▸ Directions: Identify all lines in the listing that include the word "float", and copy them out.

START Material provided

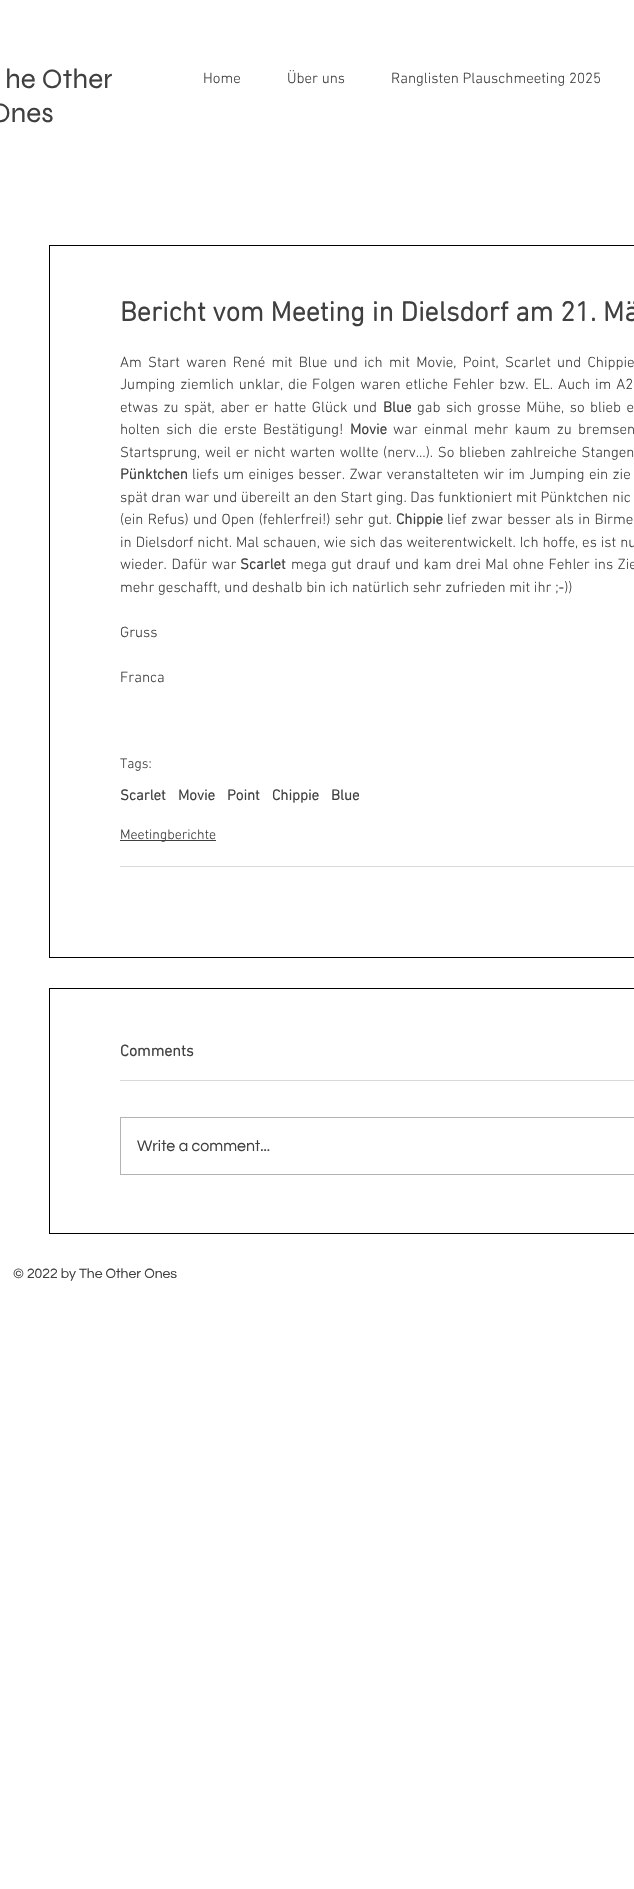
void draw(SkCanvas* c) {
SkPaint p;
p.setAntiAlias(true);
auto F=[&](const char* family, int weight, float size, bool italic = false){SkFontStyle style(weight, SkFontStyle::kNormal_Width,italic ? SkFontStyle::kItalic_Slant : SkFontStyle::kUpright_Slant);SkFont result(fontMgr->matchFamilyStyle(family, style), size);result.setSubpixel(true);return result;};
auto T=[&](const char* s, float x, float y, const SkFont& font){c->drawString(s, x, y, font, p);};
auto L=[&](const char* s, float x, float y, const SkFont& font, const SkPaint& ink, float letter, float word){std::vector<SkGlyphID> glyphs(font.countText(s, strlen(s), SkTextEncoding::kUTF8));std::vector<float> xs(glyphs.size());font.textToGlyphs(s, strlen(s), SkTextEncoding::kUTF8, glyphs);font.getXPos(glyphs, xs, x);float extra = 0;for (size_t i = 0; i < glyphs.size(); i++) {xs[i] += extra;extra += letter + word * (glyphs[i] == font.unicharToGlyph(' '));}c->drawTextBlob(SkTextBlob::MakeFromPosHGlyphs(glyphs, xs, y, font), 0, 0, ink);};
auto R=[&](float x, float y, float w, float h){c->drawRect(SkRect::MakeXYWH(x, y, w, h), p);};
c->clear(0xffffffff);
auto f1 = F("Syne",400,28);
p.setColor(0xff404040);
T("he Other",5,88,f1);
T("Ones",-10,122,f1);
auto f2 = F("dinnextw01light",300,15);
T("Home",203,83,f2);
T("Über uns",287,83,f2);
T("Ranglisten Plauschmeeting 2025",391,83,f2);
p.setStroke(true);
p.setStrokeWidth(1);
p.setColor(0xff000000);
c->drawRect(SkRect::MakeXYWH(49.5,245.5,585,712),p);
auto f3 = F("dinnextw01light",700,28);
p.setStroke(false);
p.setColor(0xff404040);
T("Bericht vom Meeting in Dielsdorf am 21. Mä",120,321,f3);
L("Am Start waren René mit Blue und ich mit Movie, Point, Scarlet und Chippie",120,367,f2,p,0,2.6);
L("Jumping ziemlich unklar, die Folgen waren etliche Fehler bzw. EL. Auch im A2",120,389,f2,p,0,1.25);
L("etwas zu spät, aber er hatte Glück und",120,412,f2,p,0,1.75);
auto f4 = F("dinnextw01light",700,15);
T("Blue",383,412,f4);
L("gab sich grosse Mühe, so blieb e",417,412,f2,p,0,1.75);
L("holten sich die erste Bestätigung!",120,434,f2,p,0,2.6);
T("Movie",350,434,f4);
L("war einmal mehr kaum zu bremsen",393,434,f2,p,0,2.6);
L("Startsprung, weil er nicht warten wollte (nerv…). So blieben zahlreiche Stangen",120,457,f2,p,0,1);
T("Pünktchen",120,479,f4);
L("liefs um einiges besser. Zwar veranstalteten wir im Jumping ein zie",192,479,f2,p,0,.75);
T("spät dran war und übereilt an den Start ging. Das funktioniert mit Pünktchen nic",120,502,f2);
L("(ein Refus) und Open (fehlerfrei!) sehr gut.",120,524,f2,p,0,.75);
T("Chippie",396,524,f4);
L("lief zwar besser als in Birme",447,524,f2,p,0,.75);
L("in Dielsdorf nicht. Mal schauen, wie sich das weiterentwickelt. Ich hoffe, es ist nu",120,547,f2,p,0,.25);
L("wieder. Dafür war",120,569,f2,p,0,1);
T("Scarlet",240,569,f4);
L("mega gut drauf und kam drei Mal ohne Fehler ins Zie",291,569,f2,p,0,.75);
T("mehr geschafft, und deshalb bin ich natürlich sehr zufrieden mit ihr ;-))",120,592,f2);
T("Gruss",120,637,f2);
T("Franca",120,682,f2);
auto f5 = F("dinnextw01light",300,14);
T("Tags:",120,768,f5);
T("Scarlet",120,800,f4);
T("Movie",178,800,f4);
T("Point",227,800,f4);
T("Chippie",272,800,f4);
T("Blue",331,800,f4);
R(120,840,96,1);
T("Meetingberichte",120,839,f5);
p.setColor(0xffd9d9d9);
R(120,866,514,1);
p.setStroke(true);
p.setColor(0xff000000);
c->drawRect(SkRect::MakeXYWH(49.5,988.5,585,245),p);
auto f6 = F("dinnextw01light",700,16);
p.setStroke(false);
p.setColor(0xff404040);
T("Comments",120,1056,f6);
p.setColor(0xffd9d9d9);
R(120,1080,514,1);
p.setStroke(true);
p.setColor(0xffb3b3b3);
c->drawRect(SkRect::MakeXYWH(120.5,1117.5,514,57),p);
auto f7 = F("Questrial",400,16);
p.setStroke(false);
p.setColor(0xff404040);
T("Write a comment...",137,1151,f7);
auto f8 = F("Questrial",400,14);
T("© 2022 by The Other Ones",13,1278,f8);
}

END Material provided

▸ Answer below:
auto F=[&](const char* family, int weight, float size, bool italic = false){SkFontStyle style(weight, SkFontStyle::kNormal_Width,italic ? SkFontStyle::kItalic_Slant : SkFontStyle::kUpright_Slant);SkFont result(fontMgr->matchFamilyStyle(family, style), size);result.setSubpixel(true);return result;};
auto T=[&](const char* s, float x, float y, const SkFont& font){c->drawString(s, x, y, font, p);};
auto L=[&](const char* s, float x, float y, const SkFont& font, const SkPaint& ink, float letter, float word){std::vector<SkGlyphID> glyphs(font.countText(s, strlen(s), SkTextEncoding::kUTF8));std::vector<float> xs(glyphs.size());font.textToGlyphs(s, strlen(s), SkTextEncoding::kUTF8, glyphs);font.getXPos(glyphs, xs, x);float extra = 0;for (size_t i = 0; i < glyphs.size(); i++) {xs[i] += extra;extra += letter + word * (glyphs[i] == font.unicharToGlyph(' '));}c->drawTextBlob(SkTextBlob::MakeFromPosHGlyphs(glyphs, xs, y, font), 0, 0, ink);};
auto R=[&](float x, float y, float w, float h){c->drawRect(SkRect::MakeXYWH(x, y, w, h), p);};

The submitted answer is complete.